Richard Francis, ESA CryoSat-2 Project Manager said, “We hit the ground running with CryoSat-2. After the launch failure we managed to get ourselves organised pretty quickly so that when we got the go-ahead for CryoSat-2 we knew exactly what to do. Our industrial team has made astonishing progress in the last year with some flight hardware already delivered. So far everything’s on track and we expect that to continue, so that by the end of 2007 our beloved CryoSat will be almost completely reassembled.”
In addition to building the new satellite, a number of field experiments to support the mission are getting underway in the Arctic. First is the Arctic Arc Expedition, part of the International Polar Year.
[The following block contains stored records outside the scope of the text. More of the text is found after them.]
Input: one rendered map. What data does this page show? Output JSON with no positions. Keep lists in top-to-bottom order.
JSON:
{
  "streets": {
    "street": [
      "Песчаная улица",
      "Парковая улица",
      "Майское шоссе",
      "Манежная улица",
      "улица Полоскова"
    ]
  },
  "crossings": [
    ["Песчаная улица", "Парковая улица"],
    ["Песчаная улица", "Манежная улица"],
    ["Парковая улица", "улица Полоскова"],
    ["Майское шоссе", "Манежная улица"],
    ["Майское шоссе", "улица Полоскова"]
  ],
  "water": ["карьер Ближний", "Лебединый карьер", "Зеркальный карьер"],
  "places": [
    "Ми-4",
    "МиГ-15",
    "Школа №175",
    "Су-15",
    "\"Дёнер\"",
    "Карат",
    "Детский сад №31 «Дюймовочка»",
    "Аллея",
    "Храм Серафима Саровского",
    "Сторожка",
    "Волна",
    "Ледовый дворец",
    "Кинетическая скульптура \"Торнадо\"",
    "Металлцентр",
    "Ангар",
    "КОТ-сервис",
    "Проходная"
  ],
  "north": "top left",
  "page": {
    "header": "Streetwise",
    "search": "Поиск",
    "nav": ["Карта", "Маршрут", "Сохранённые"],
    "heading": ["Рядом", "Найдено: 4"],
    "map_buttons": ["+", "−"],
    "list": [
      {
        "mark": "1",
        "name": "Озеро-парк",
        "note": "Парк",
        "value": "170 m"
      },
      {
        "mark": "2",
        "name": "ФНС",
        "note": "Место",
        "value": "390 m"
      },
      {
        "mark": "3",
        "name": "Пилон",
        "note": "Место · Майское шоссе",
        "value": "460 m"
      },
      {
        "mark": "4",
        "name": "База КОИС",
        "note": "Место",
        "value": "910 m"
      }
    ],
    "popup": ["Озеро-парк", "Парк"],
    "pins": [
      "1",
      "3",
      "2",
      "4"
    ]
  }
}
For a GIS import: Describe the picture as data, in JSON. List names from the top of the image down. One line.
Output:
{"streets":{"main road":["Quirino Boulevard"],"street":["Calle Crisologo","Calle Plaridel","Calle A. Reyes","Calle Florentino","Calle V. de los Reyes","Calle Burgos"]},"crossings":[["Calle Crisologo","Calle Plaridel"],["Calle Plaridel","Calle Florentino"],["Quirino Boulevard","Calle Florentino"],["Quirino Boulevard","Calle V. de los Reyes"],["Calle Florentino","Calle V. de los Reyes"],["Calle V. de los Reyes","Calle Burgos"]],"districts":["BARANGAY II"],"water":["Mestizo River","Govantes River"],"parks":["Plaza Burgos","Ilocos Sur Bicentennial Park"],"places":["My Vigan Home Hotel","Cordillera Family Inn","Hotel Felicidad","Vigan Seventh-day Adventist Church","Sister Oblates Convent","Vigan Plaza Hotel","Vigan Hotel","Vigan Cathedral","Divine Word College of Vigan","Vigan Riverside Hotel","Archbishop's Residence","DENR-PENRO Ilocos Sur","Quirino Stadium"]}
The expedition’s two Belgian explorers, Alain Hubert and Dixie Dansercoer, have just left for a punishing 110-day trek across the Arctic. Each pulling a 130-kg sledge holding supplies and equipment, the two intrepid explorers will 'walk' from an island off the coast of Siberia to southern Greenland – a route never before considered. In support of the CryoSat-2 Project they will be taking valuable measurements of snow depth throughout their journey. Regular updates are posted on the expedition web-site www.arcticarc.org
These measurements are extremely useful for helping to validate the technique which will be used to convert CryoSat-2’s radar measurements into accurate ice thickness data. Since direct measurements of snow lying on Arctic sea ice are hard to come by, ESA is very pleased to benefit from this opportunity.
The weight of overlying snow forces sea ice to float lower in the water than it otherwise would. CryoSat-2’s determination of sea-ice thickness depends on measuring its freeboard, or how high above the sea-surface it floats. Everybody knows that 7/8 of an iceberg is under the surface so if knowing how much is above the surface it’s easy to calculate the rest. So overlying snow, which the radar waves go right through, reduces the measured freeboard and so the derived thickness measurement is compromised. The kind of data that Hubert and Dansercoer will gather during their trek will contribute to the validation of the schemes that will be used to estimate the amount of snow during CryoSat-2’s lifetime.
As part of the CryoSat-2 validation campaign, scientists will also be heading out to the ice on Svalbard in mid-April to carry out the 2007 component of the CryoSat-2 Validation Experiment (CryoVEx-2007). This campaign will use ASIRAS, an airborne version of the SIRAL instrument, to make measurements over teams of glaciologists who will be making comprehensive in-situ measurements of snow and ice properties. This campaign continues a series started for CryoSat and which will also be complemented by further experiments as the remaining complexities in the exploitation of CryoSat data are explored.